What you should do:
Throughout the material, some lines may have the word "Богуна". Count them and give the number only.

Raw data:
--------------------------------

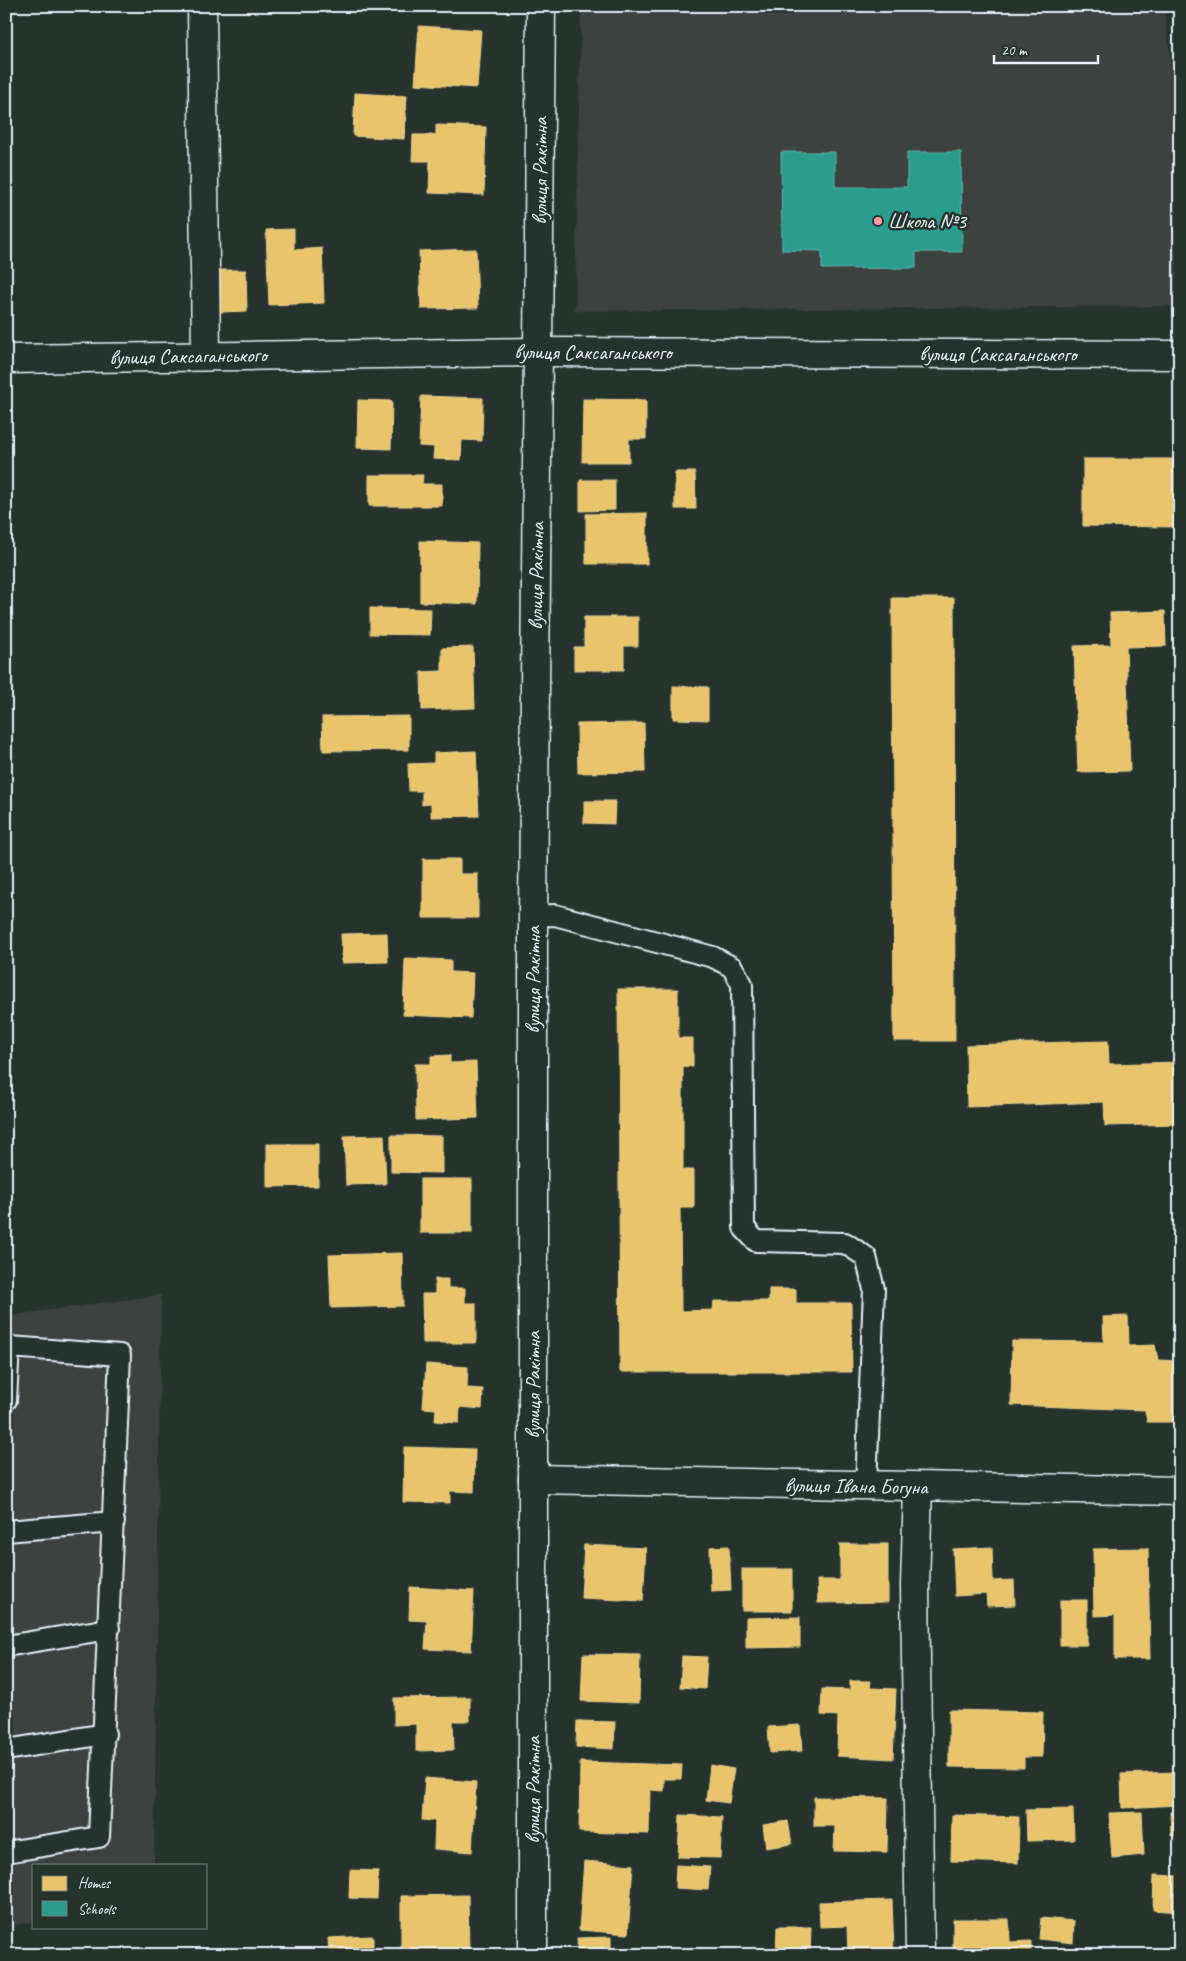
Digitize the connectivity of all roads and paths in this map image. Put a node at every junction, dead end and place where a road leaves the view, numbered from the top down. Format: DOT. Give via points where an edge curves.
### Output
graph roads {
  1 [pos="202,6"];
  2 [pos="541,6"];
  3 [pos="539,352"];
  4 [pos="206,355"];
  5 [pos="1180,355"];
  6 [pos="6,359"];
  7 [pos="533,916"];
  8 [pos="6,1400"];
  9 [pos="533,1479"];
  10 [pos="866,1486"];
  11 [pos="918,1487"];
  12 [pos="1180,1491"];
  13 [pos="114,1522"];
  14 [pos="6,1531"];
  15 [pos="109,1629"];
  16 [pos="6,1646"];
  17 [pos="105,1734"];
  18 [pos="6,1750"];
  19 [pos="6,1852"];
  20 [pos="533,1955"];
  21 [pos="920,1955"];
  1 -- 4 [label="street"];
  2 -- 3 [label="street, вулиця Ракітна"];
  3 -- 4 [label="street, вулиця Саксаганського"];
  3 -- 5 [label="street, вулиця Саксаганського"];
  3 -- 7 [label="street, вулиця Ракітна"];
  4 -- 6 [label="street, вулиця Саксаганського"];
  7 -- 9 [label="street, вулиця Ракітна"];
  7 -- 10 [label="lane" via="555,915 713,957 732,967 742,984 744,1228 756,1241 845,1243 866,1257 874,1289"];
  8 -- 13 [label="lane" via="9,1347 120,1355"];
  9 -- 10 [label="street, вулиця Івана Богуна"];
  9 -- 20 [label="street, вулиця Ракітна"];
  10 -- 11 [label="street, вулиця Івана Богуна"];
  11 -- 12 [label="street, вулиця Івана Богуна"];
  11 -- 21 [label="street" via="915,1585"];
  13 -- 14 [label="lane"];
  13 -- 15 [label="lane"];
  15 -- 16 [label="lane"];
  15 -- 17 [label="lane"];
  17 -- 18 [label="lane"];
  17 -- 19 [label="lane" via="98,1836"];
}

--------------------------------

Answer space:
3